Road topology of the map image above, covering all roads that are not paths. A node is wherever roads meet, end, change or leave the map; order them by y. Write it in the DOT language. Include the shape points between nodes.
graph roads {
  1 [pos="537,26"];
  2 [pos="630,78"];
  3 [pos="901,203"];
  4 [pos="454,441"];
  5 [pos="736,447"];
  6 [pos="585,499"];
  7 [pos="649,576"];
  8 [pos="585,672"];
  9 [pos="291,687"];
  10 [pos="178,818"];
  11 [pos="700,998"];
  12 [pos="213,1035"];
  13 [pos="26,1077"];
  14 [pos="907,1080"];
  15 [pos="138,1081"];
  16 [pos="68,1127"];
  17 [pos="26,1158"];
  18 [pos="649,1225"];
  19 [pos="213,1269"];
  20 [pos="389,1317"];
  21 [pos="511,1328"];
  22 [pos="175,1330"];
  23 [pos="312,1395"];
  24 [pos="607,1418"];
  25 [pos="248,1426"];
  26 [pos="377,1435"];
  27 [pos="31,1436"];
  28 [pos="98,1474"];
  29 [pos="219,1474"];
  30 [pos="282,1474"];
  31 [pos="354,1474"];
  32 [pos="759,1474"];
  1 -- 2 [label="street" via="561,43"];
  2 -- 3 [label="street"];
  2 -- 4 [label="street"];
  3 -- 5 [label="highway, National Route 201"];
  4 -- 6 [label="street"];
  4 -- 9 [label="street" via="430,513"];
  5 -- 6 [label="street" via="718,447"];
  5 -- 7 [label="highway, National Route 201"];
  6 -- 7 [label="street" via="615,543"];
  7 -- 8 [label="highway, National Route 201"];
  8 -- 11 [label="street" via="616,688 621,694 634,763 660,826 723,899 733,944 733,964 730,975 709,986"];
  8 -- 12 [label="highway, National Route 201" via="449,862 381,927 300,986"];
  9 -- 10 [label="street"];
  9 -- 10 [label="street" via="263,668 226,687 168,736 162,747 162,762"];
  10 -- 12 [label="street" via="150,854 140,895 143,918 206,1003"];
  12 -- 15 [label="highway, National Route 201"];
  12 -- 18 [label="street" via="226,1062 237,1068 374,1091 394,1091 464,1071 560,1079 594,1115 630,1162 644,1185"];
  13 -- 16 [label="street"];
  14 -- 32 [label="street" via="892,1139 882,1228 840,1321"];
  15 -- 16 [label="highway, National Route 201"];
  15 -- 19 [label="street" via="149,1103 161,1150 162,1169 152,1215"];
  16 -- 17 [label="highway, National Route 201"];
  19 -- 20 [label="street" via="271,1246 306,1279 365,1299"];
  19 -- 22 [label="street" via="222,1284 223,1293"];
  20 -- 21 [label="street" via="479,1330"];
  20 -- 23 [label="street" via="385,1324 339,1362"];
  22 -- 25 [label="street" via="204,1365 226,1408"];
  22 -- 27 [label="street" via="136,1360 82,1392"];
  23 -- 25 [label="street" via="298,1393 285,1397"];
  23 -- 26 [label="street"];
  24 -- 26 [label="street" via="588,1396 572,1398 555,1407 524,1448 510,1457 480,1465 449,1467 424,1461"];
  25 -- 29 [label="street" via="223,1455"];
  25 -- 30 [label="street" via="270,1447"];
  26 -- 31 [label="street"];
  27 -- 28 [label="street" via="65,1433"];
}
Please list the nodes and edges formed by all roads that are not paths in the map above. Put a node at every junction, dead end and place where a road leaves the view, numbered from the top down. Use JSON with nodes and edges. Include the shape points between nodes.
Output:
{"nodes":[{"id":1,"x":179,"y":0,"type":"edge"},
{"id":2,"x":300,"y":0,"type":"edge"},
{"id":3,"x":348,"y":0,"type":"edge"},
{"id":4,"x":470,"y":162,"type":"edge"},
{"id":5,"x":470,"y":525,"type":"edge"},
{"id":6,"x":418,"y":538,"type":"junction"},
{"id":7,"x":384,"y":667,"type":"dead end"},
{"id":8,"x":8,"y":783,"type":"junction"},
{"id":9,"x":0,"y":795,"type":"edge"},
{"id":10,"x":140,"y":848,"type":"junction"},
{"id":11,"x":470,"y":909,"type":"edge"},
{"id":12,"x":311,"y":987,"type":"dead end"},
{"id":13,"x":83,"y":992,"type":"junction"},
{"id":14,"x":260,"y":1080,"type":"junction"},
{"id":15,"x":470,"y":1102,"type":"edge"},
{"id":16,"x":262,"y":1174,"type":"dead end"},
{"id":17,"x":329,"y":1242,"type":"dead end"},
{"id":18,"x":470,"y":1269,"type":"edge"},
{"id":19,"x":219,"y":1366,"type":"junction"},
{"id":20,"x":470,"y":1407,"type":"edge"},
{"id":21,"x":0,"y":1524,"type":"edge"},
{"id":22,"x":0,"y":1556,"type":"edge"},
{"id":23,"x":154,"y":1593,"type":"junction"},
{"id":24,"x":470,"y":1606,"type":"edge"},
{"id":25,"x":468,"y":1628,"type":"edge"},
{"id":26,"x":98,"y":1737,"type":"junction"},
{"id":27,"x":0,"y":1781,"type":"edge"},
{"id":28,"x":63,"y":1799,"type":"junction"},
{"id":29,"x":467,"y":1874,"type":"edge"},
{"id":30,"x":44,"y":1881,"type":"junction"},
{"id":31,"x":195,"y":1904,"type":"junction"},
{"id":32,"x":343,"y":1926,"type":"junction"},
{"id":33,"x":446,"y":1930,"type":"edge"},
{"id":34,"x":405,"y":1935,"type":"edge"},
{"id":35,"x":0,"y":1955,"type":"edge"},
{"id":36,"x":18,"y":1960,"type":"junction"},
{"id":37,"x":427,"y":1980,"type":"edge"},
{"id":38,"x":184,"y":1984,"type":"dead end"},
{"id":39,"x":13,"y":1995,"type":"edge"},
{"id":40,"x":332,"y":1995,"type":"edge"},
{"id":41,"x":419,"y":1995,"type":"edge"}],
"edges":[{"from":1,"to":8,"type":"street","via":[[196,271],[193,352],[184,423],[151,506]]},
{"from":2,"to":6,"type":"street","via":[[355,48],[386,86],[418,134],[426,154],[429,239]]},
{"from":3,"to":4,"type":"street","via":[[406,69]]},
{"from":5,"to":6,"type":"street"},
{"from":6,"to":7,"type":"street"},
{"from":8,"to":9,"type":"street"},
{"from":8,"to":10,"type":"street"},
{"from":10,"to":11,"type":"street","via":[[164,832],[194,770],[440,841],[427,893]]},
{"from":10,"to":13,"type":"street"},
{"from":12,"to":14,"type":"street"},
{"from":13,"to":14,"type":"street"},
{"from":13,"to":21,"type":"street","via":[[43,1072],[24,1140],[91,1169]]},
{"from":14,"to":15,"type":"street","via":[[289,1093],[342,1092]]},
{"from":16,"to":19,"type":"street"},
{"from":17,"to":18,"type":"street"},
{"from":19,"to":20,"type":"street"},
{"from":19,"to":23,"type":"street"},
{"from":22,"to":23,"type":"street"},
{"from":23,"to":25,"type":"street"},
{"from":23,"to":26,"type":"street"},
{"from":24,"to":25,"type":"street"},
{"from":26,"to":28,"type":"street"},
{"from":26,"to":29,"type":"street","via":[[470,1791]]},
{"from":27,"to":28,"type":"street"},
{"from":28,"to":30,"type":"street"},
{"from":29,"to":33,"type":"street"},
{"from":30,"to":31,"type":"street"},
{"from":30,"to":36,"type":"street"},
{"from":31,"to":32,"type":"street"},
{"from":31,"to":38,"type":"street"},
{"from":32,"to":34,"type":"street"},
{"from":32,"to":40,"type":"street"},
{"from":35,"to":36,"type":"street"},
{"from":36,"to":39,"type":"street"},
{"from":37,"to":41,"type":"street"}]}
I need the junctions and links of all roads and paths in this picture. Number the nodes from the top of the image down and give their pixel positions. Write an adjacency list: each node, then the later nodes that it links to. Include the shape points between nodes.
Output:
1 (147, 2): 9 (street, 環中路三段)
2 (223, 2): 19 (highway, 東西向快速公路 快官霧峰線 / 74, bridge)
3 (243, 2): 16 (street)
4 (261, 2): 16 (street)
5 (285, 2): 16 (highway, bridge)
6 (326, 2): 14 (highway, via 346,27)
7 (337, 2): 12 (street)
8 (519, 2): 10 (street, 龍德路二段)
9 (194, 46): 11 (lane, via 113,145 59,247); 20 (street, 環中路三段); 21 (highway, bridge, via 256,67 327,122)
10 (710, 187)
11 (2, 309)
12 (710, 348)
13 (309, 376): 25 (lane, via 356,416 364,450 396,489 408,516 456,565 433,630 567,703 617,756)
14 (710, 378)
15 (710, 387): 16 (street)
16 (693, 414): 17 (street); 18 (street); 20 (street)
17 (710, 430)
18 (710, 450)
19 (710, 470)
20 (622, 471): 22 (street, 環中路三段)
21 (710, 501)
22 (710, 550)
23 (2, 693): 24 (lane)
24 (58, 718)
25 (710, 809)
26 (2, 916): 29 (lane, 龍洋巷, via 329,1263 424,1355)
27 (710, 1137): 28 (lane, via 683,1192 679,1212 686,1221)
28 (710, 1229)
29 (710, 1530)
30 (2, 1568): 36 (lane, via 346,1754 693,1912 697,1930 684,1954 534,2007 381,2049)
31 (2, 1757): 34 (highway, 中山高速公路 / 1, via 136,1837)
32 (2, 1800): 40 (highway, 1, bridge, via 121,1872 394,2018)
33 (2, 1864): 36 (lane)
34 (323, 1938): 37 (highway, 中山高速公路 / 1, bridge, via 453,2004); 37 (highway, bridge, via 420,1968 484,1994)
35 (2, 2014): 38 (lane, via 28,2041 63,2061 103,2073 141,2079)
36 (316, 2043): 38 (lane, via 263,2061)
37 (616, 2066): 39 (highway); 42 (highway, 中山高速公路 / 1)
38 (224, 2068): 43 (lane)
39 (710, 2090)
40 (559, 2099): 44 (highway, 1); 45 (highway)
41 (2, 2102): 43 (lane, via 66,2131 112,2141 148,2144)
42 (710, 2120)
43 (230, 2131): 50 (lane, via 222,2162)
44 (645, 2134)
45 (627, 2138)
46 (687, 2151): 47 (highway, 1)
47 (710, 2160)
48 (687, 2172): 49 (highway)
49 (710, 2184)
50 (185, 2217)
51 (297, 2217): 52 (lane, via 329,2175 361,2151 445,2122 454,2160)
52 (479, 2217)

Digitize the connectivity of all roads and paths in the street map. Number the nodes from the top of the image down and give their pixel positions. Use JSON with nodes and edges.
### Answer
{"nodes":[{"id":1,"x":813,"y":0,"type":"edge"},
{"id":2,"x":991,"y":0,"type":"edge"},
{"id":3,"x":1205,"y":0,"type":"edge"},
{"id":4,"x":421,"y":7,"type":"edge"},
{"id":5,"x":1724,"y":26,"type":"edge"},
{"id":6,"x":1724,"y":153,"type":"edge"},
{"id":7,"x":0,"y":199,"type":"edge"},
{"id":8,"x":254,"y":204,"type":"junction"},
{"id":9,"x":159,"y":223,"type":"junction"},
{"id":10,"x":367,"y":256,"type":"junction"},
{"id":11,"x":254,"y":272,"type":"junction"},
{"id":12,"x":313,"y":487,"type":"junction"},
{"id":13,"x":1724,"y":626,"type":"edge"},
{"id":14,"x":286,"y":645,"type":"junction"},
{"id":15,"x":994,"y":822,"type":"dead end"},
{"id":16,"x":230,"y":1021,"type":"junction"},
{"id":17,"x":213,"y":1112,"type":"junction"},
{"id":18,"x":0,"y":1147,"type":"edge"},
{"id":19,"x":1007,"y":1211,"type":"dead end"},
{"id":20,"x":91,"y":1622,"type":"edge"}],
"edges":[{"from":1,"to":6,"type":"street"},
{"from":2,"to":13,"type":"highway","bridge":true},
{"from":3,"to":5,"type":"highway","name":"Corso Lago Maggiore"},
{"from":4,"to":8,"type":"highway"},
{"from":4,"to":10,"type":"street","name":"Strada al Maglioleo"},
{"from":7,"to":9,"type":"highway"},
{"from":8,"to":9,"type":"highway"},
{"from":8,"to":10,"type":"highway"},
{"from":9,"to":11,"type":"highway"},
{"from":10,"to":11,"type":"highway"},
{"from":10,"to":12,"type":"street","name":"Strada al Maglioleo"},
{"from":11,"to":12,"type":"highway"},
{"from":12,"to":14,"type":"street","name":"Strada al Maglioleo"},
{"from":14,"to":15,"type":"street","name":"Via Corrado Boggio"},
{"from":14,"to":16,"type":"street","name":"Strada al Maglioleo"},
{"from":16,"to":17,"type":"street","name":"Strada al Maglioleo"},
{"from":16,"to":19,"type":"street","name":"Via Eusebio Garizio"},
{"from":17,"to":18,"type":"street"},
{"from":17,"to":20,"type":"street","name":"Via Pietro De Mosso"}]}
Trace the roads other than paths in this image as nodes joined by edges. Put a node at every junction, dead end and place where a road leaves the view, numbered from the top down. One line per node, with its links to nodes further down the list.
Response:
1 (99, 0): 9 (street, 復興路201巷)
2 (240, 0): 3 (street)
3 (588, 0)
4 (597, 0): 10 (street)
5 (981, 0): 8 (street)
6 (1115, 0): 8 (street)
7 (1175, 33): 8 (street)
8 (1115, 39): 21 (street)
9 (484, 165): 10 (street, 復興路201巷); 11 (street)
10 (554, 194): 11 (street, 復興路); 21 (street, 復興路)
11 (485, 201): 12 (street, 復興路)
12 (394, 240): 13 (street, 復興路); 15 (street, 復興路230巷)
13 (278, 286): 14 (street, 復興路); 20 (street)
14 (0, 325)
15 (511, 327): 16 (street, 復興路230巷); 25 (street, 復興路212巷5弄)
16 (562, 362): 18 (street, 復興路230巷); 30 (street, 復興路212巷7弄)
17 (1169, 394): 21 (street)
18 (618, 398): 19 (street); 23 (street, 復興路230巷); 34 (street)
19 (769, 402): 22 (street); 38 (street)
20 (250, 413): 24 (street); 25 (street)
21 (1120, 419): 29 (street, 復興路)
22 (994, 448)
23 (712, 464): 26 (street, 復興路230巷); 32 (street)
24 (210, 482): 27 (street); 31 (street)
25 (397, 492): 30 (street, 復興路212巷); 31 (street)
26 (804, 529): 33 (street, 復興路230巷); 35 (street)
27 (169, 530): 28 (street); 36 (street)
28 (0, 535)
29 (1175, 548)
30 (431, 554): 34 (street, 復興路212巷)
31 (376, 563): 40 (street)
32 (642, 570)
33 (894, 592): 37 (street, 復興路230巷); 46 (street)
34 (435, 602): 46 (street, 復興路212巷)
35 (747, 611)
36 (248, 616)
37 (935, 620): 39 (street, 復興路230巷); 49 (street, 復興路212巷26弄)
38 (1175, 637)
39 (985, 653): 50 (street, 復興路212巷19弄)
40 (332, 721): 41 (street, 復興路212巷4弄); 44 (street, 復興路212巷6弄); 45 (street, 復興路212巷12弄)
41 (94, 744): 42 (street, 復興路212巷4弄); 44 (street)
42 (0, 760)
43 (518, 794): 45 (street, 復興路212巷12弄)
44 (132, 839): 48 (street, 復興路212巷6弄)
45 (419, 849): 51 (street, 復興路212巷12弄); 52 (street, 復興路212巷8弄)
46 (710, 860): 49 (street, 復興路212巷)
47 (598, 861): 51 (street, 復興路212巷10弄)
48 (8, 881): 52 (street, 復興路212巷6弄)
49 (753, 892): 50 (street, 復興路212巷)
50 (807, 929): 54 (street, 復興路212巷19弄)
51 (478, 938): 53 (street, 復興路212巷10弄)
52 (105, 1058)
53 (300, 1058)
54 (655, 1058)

========================================================================

* The problem *
Whenever the string "pixel" shows up on a line of the listing, copy that line.

* Output *
I need the junctions and links of all roads and paths in this picture. Number the nodes from the top of the image down and give their pixel positions. Write an adjacency list: each node, then the later nodes that it links to. Include the shape points between nodes.
Digitize the connectivity of all roads and paths in the street map. Number the nodes from the top of the image down and give their pixel positions. Use JSON with nodes and edges.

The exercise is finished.